Taco de ojo

Suena la tortilla, calentándose en aquella placa metálica, siseante; sale el vapor, y si se acaba, se seca, “se dora”, como muchos dicen; se quema, retorciéndose hasta volverse negra, hasta que se hace incomible y los niños hambrientos tienen derecho a mascarla, a tratar de tragarla, aunque sólo los mate más.

Pero no se quema…

Por eso los niños no pueden comerla.

A la tortilla aquella se une una cosa amorfa, que apesta a carne. Esa materia grasosa salta sin tregua a través del aire saturado, saturado de aceite vaporizado y muchas cosas indefinidas. Deja de saltar, pero aún sisea como la tortilla: se cuece en su propio jugo, como los miles de individuos que claman alimento; como todos los desgraciados sin hogar, esos infelices poseedores sólo de tortillas quemadas para pasar por sus gargantas y, a veces, algo peor. Entonces, termina de cocerse.

Mucho después que la tortilla.

Sobre aquella barra puerca, primitiva, llena de toda la suciedad del mundo y que alimenta a miles de personas a diario; sacia el hambre impasible de la vida y llena los vacíos del alma, aunque sólo poco tiempo.

Y poco tiempo tiene la gente. Por eso esa placa en la que se hace la comida está sucia, igual de sucia que la barra, incluso más, ya que supura grasa; esa grasa pestilente que sale de las cosas mal hechas, hechas rápido y con engaños, que no poseen pizca de alma humana.

Es así porque todos quieren todo. Porque ya no sabemos de algo que no sea rápido, algo que de verdad dure más que un instante.

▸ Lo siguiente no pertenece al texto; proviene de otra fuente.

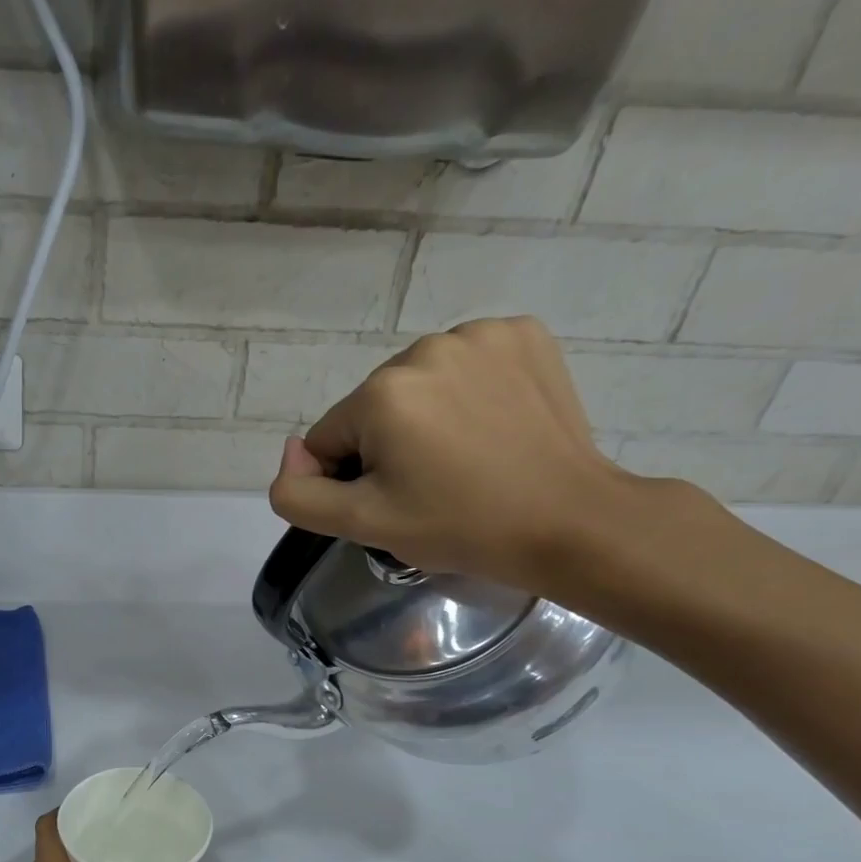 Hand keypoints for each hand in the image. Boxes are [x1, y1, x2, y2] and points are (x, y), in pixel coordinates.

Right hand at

Sobre aquel disco plástico se posa la tortilla, y sobre la tortilla aquella masa parecida a la carne, pero que son ojos, ojos de res, de una res que sufrió la muerte: la muerte que alimenta, que nos alimenta.

Y al cerrarse la tortilla aquella —mucho después de tomar entre empujones y maldiciones el plato—, se aprieta la carne como si fuera un ramo de ojos de res y, la tortilla, la envoltura. Sólo ya, cuando asoman tus dientes para destruir aquel ramo, ramo de muerte y dador de miserable vida. Ves al taquero (que está frente a ti), y tiene puesto un cubrebocas azul.

*Nota: Homenaje metafórico al cuento corto de Octavio Paz, «El ramo azul». Recomiendo su lectura.